◆ WHAT IS NEEDED ◆
Your answer must consist of exactly the lines below, starting with the line with "pinky pip: (552, 1)" and going on through the line with "pinky tip: (263, 223)", and nothing else.

· · · · ·

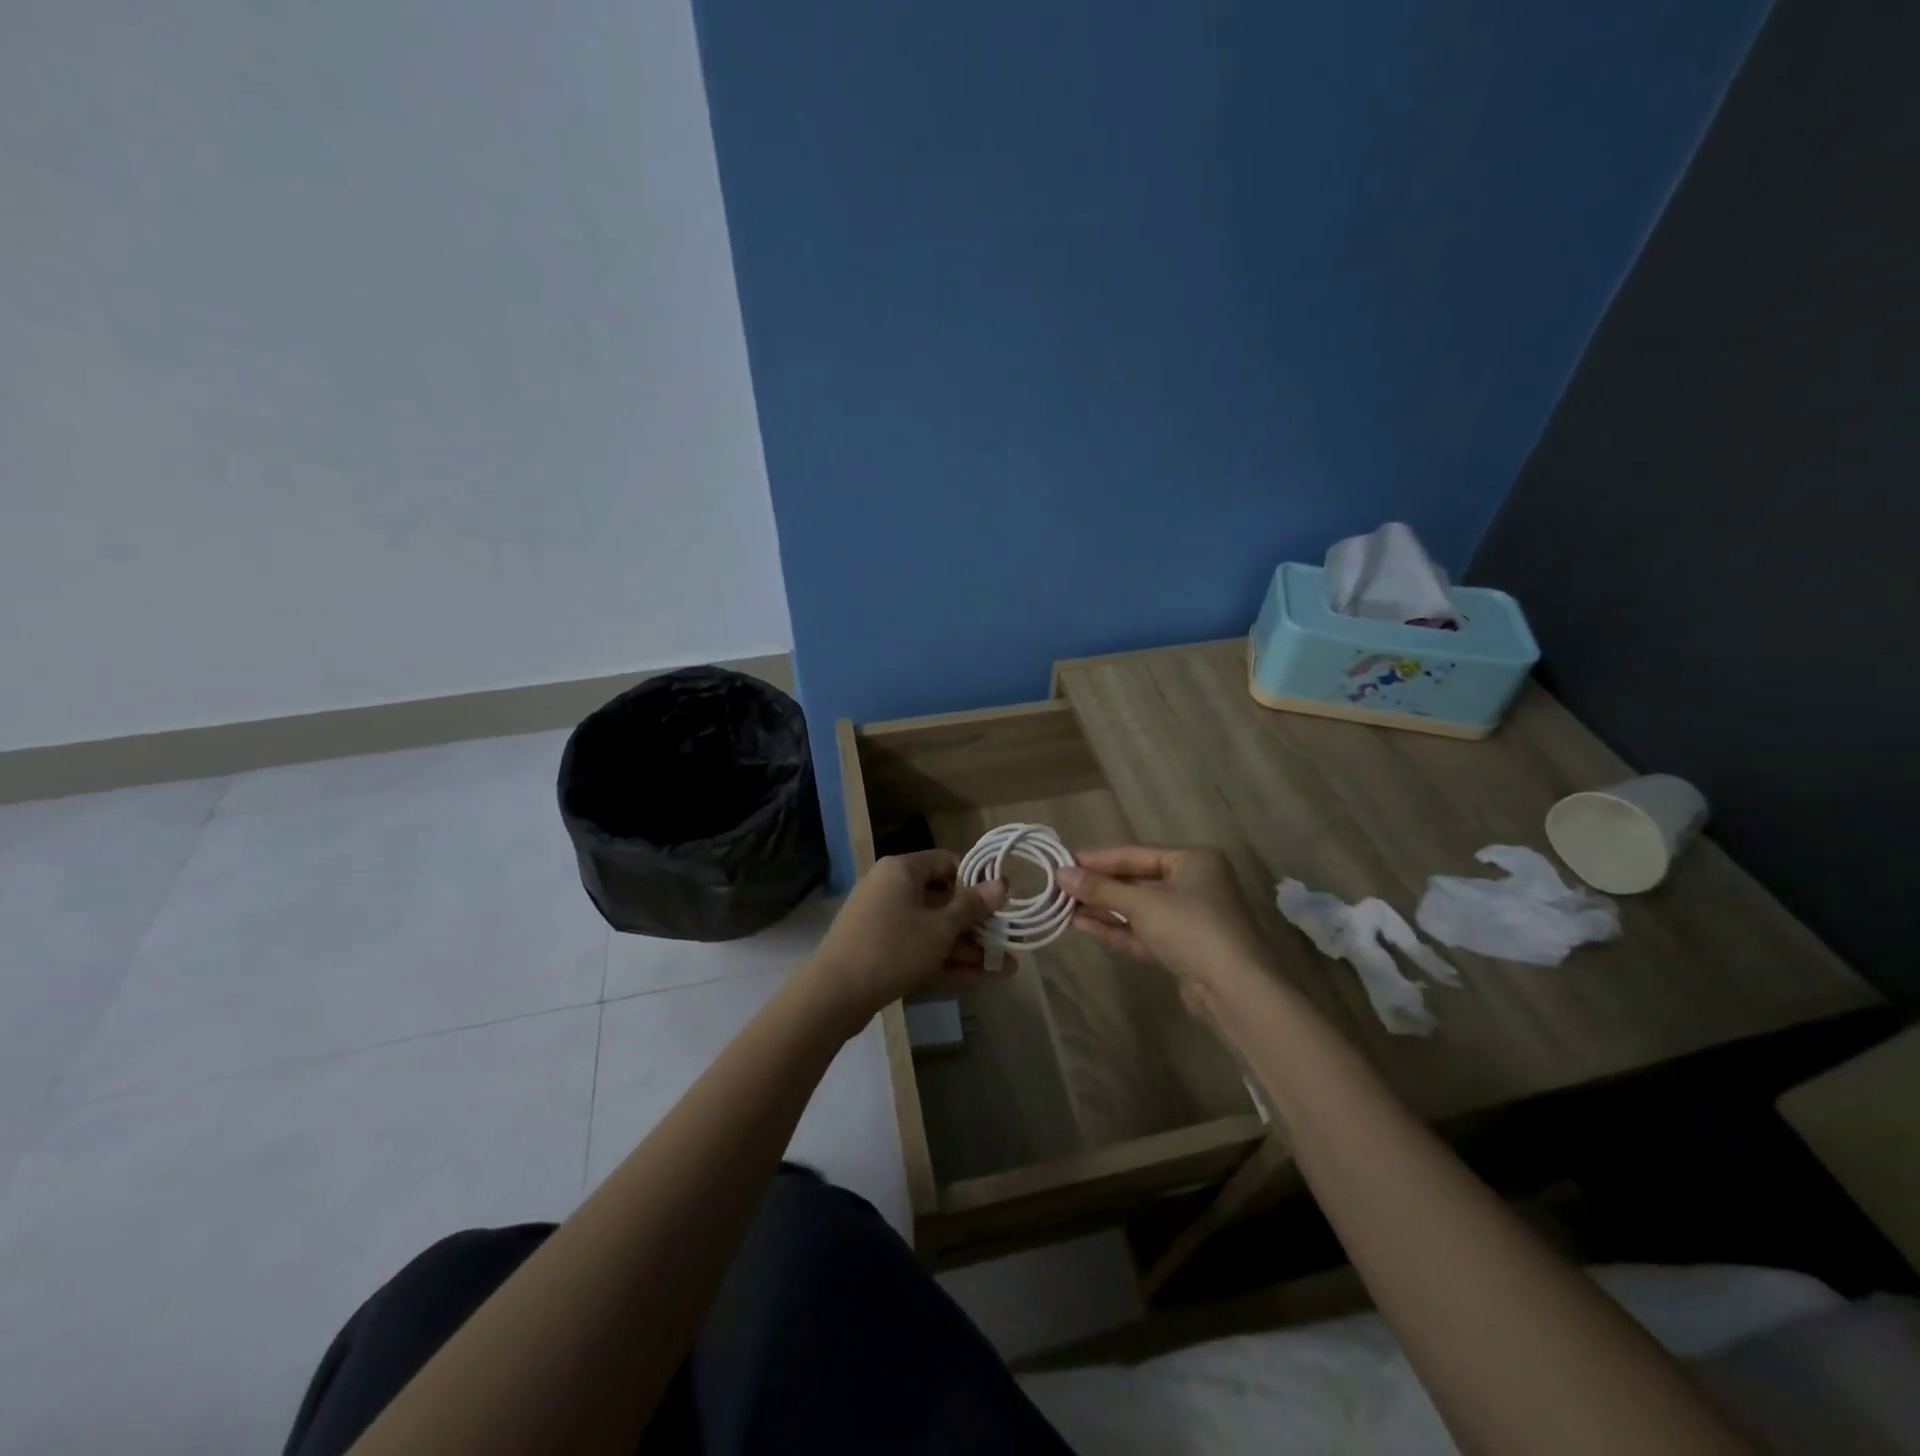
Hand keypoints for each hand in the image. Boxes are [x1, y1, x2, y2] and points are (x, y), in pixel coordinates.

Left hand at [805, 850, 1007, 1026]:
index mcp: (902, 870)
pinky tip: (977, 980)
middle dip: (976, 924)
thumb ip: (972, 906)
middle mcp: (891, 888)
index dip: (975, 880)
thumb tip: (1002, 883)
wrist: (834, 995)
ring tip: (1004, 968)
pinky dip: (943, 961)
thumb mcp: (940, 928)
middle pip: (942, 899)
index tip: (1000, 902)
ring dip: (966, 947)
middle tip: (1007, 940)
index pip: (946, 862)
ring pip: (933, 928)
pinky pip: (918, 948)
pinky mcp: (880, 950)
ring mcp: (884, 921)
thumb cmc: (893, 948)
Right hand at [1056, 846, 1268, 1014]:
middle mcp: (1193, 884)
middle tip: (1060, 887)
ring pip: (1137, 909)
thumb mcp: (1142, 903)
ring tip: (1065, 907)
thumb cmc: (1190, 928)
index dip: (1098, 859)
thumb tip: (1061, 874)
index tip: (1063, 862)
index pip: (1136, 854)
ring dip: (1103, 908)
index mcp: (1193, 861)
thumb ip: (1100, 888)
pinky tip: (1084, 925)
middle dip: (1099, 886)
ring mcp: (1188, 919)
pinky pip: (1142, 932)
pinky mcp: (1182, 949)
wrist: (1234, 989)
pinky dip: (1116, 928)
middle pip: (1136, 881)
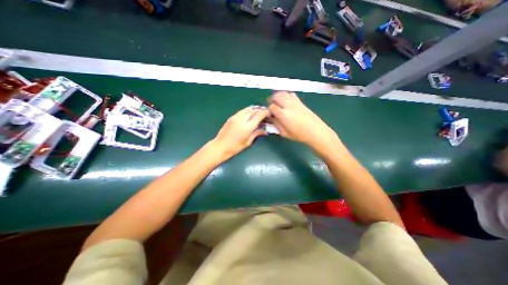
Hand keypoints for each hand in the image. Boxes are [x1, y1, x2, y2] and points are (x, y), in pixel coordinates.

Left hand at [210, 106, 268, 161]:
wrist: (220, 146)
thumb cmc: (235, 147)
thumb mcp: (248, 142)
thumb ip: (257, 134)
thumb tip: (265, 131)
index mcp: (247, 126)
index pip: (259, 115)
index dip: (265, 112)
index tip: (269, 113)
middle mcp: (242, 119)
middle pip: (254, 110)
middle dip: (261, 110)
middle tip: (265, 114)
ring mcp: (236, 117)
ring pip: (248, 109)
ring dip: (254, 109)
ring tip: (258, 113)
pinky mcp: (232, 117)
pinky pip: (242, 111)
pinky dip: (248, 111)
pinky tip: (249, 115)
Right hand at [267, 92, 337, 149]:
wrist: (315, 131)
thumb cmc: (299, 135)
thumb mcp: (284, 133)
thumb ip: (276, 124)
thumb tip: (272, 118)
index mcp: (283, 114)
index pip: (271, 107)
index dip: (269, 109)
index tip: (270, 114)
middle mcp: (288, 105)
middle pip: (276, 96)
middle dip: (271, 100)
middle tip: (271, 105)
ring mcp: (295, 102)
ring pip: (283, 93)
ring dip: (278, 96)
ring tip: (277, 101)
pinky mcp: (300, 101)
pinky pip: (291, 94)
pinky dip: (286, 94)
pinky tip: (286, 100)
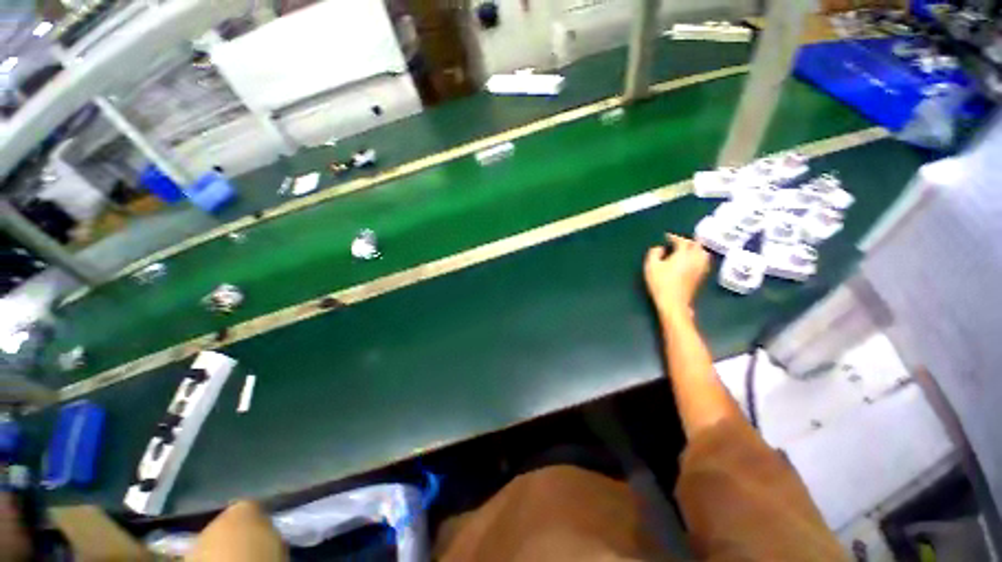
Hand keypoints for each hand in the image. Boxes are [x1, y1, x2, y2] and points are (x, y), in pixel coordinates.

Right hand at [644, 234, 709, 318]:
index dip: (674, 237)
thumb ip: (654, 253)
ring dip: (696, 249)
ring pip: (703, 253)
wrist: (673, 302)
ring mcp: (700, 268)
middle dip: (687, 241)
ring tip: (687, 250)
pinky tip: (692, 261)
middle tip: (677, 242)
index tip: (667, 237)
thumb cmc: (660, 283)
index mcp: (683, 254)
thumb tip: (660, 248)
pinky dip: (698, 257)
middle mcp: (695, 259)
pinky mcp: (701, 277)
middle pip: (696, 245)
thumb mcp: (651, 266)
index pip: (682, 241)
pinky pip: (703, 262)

· · · · ·

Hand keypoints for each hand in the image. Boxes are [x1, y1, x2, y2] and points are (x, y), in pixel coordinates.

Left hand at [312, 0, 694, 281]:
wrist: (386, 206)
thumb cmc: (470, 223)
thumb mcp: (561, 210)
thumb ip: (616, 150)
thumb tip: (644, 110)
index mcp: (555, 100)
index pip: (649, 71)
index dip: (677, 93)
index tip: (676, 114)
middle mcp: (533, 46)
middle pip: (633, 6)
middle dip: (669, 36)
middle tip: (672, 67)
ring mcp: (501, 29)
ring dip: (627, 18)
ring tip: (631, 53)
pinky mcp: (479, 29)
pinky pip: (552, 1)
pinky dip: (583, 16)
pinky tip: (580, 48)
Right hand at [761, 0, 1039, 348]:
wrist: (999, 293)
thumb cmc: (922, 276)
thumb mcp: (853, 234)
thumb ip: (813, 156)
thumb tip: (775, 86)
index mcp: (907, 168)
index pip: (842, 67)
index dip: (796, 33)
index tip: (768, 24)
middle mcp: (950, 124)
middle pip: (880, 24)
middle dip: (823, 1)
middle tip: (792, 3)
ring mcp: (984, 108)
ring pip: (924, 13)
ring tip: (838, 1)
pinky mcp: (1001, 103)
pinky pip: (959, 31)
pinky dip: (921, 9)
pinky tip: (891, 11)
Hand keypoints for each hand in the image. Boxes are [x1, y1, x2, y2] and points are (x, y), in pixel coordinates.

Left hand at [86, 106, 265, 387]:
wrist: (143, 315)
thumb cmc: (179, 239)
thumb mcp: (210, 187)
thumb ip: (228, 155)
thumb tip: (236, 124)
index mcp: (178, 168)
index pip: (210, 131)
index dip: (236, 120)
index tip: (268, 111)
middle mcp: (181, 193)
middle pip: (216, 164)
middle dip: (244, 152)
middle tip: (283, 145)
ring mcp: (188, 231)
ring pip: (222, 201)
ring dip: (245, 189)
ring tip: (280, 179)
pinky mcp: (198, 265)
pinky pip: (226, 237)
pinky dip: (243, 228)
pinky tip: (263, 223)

· · · · ·

◆ ANSWER TO THIS TASK ◆
pinky pip: (552, 1)
pinky dip: (583, 16)
pinky tip: (580, 48)
Right hand at [761, 0, 1039, 348]:
wrist: (999, 293)
thumb cmc: (922, 276)
thumb mcp: (853, 234)
thumb ip: (813, 156)
thumb tip: (775, 86)
index mcp: (907, 168)
index pip: (842, 67)
index dip: (796, 33)
index tip: (768, 24)
middle mcp: (950, 124)
middle pip: (880, 24)
middle dip: (823, 1)
middle tip: (792, 3)
ring mcp: (984, 108)
ring pip: (924, 13)
ring tip: (838, 1)
pinky mcp: (1001, 103)
pinky pip: (959, 31)
pinky dip: (921, 9)
pinky tip: (891, 11)
Hand keypoints for each hand in the image. Boxes are [x1, y1, x2, y2] and points are (x, y), in pixel coordinates.

Left hand at [86, 106, 265, 387]:
wrist: (143, 315)
thumb cmc: (179, 239)
thumb mcp: (210, 187)
thumb ip: (228, 155)
thumb tip: (236, 124)
index mcp: (178, 168)
index pip: (210, 131)
index dip: (236, 120)
index tip: (268, 111)
middle mcp: (181, 193)
middle pip: (216, 164)
middle dip: (244, 152)
middle tip: (283, 145)
ring mcp: (188, 231)
ring pip: (222, 201)
ring dip: (245, 189)
ring tip: (280, 179)
pinky mcp: (198, 265)
pinky pip: (226, 237)
pinky dip: (243, 228)
pinky tip: (263, 223)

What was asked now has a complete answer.